Kali ini emosi Jeffano melunak. Sadar karena mungkin dirinya juga turut andil dalam asmara Yasnina. “Gue minta maaf, tapi gue juga enggak membenarkan tindakan lo. Seberengsek apapun gue, demi Tuhan sekalipun gue enggak pernah menyeret dalam keburukan.”
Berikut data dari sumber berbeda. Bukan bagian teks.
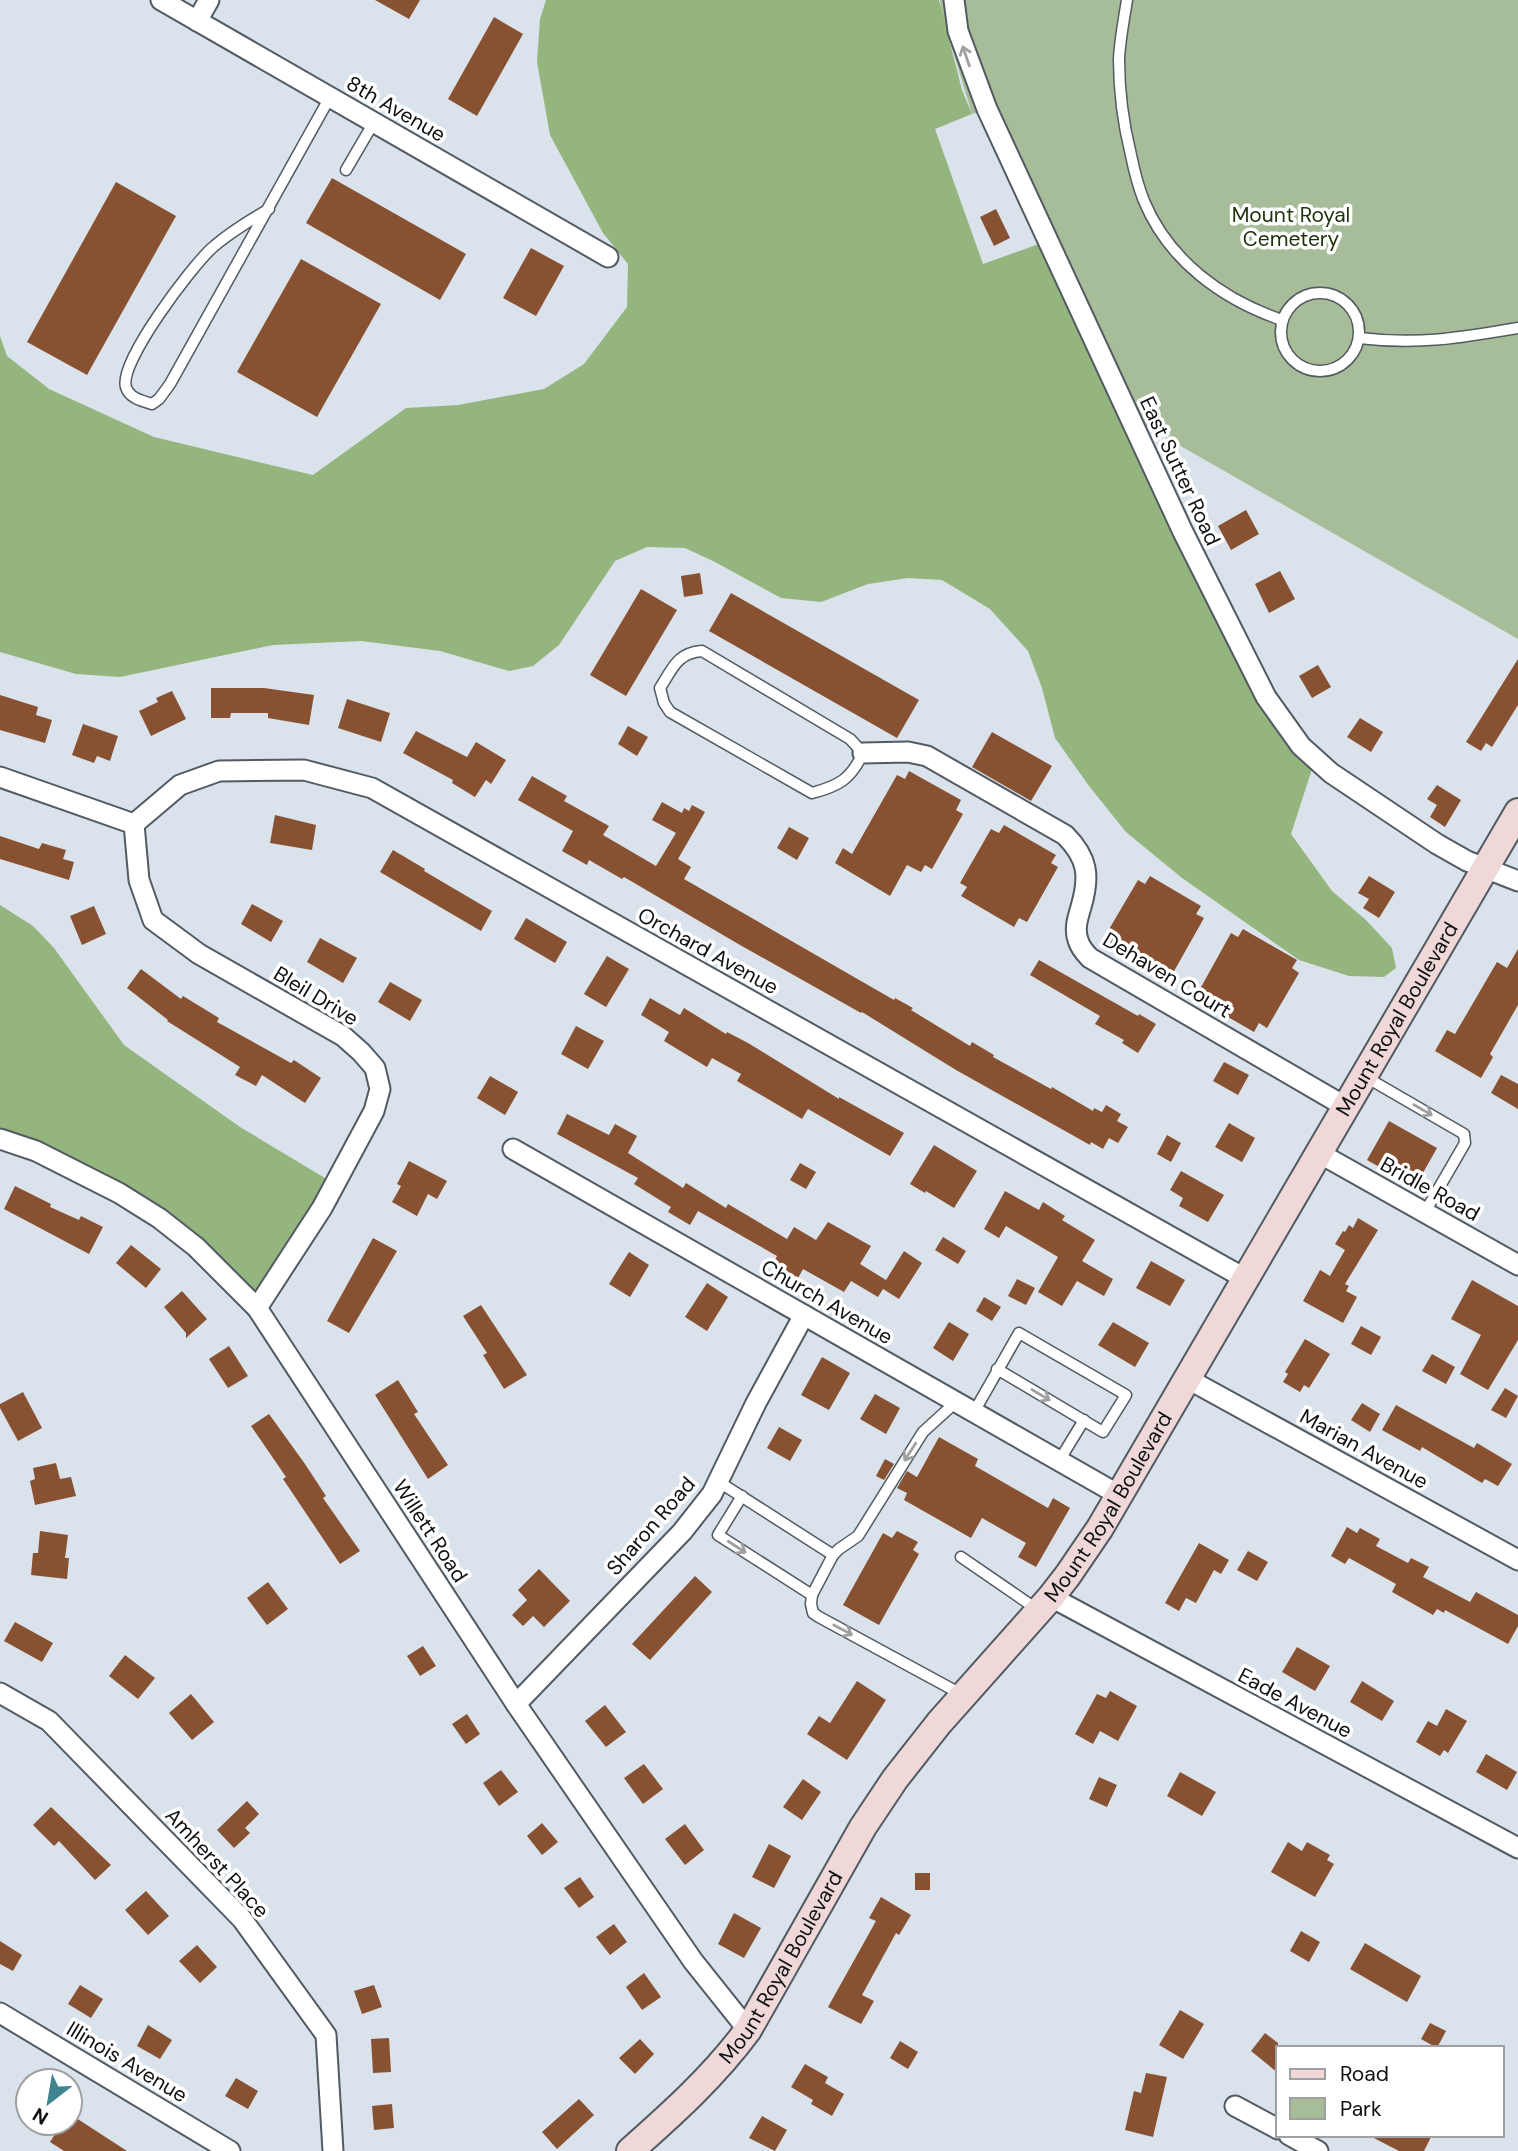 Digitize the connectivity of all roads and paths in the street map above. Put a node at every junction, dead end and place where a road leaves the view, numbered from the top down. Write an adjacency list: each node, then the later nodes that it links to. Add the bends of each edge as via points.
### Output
1 (161, 0): 5 (street, 8th Avenue)
2 (209, 0): 5 (street)
3 (954, 0): 18 (street, East Sutter Road, one-way to 3, via 1437,844 1315,760 1287,730 1266,697 1183,532 987,109 958,31)
4 (1127, 0): 11 (lane, via 1119,58 1122,112 1144,202 1162,234 1199,275 1238,302)
5 (197, 21): 6 (street, 8th Avenue)
6 (330, 97): 7 (street, 8th Avenue); 9 (lane)
7 (373, 122): 8 (lane); 10 (street, 8th Avenue)
8 (346, 170)
9 (269, 209): 9 (lane, via 159,399 152,404 136,399 124,385 127,372 173,294 213,247)
10 (608, 257)
11 (1282, 320): 13 (lane, via 1297,300 1308,294 1327,294 1353,312); 13 (lane, via 1285,351 1308,370 1326,371 1344,363)
12 (1518, 328): 13 (lane, via 1435,341)
13 (1359, 338)
14 (863, 753): 14 (lane, via 850,739 702,651 687,652 660,688 670,712 812,793 832,788 855,771); 21 (street, Dehaven Court, via 927,755 1065,835 1084,861 1086,884 1076,928 1090,958)
15 (0, 777): 17 (street)
16 (1518, 812): 18 (main road, Mount Royal Boulevard)
17 (134, 824): 27 (street, Orchard Avenue, via 180,785 219,771 304,770 372,788); 28 (street, Bleil Drive, via 139,880 153,920 199,954 343,1036 375,1068 380,1088 374,1111 322,1208)
18 (1487, 867): 19 (street, East Sutter Road); 20 (main road, Mount Royal Boulevard)
19 (1518, 881)
20 (1364, 1076): 21 (main road, Mount Royal Boulevard); 25 (lane, one-way to 25, via 1464,1134 1465,1143)
21 (1346, 1107): 24 (main road, Mount Royal Boulevard)
22 (0, 1139): 28 (street, Willett Road, via 36,1151 159,1218 196,1247)
23 (513, 1149): 29 (street, Church Avenue)
24 (1320, 1153): 25 (street, Bridle Road); 27 (main road, Mount Royal Boulevard)
25 (1425, 1213): 26 (street, Bridle Road)
26 (1518, 1265)
27 (1246, 1279): 31 (main road, Mount Royal Boulevard)
28 (257, 1308): 46 (street, Willett Road)
29 (804, 1315): 32 (street, Church Avenue); 36 (street, Sharon Road, via 755,1403)
30 (998, 1369): 33 (lane); 34 (lane, one-way to 34); 34 (lane, via 1019,1333 1126,1395 1103,1432)
31 (1188, 1378): 37 (main road, Mount Royal Boulevard); 41 (street, Marian Avenue)
32 (956, 1402): 33 (street, Church Avenue); 39 (lane, one-way to 39, via 923,1432 858,1536)
33 (974, 1412): 35 (street, Church Avenue)
34 (1084, 1420): 35 (lane)
35 (1059, 1461): 37 (street, Church Avenue)
36 (719, 1482): 38 (lane); 46 (street, Sharon Road, via 682,1532)
37 (1119, 1495): 43 (main road, Mount Royal Boulevard)
38 (742, 1496): 39 (lane); 42 (lane, one-way to 42, via 718,1535)
39 (833, 1555): 42 (lane)
40 (961, 1558): 43 (lane)
41 (1518, 1560)
42 (812, 1595): 45 (lane, one-way to 45, via 813,1612 819,1618)
43 (1045, 1603): 45 (main road, Mount Royal Boulevard); 47 (street, Eade Avenue)
44 (0, 1693): 54 (street, Amherst Place, via 49,1721 242,1919 326,2035)
45 (963, 1696): 49 (main road, Mount Royal Boulevard, via 895,1779 863,1827)
46 (516, 1704): 49 (street, Willett Road, via 693,1961)
47 (1518, 1848)
48 (0, 2013): 53 (street, Illinois Avenue)
49 (748, 2030): 55 (main road, Mount Royal Boulevard, via 710,2077)
50 (1235, 2106): 51 (street)
51 (1276, 2128)
52 (1293, 2137): 56 (street)
53 (230, 2151)
54 (333, 2151)
55 (630, 2151)
56 (1318, 2151)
“Sudahlah sekarang semuanya sudah terjadi. Ini akan tetap jadi rahasia.”
Yasnina berdiri dari duduknya. Dia melangkah ke dapur untuk mengambil segelas air putih dan meminumnya hingga tandas. Jeffano diam memperhatikan, lalu menghela nafas. Pria itu beranjak dan mendakati Yasnina.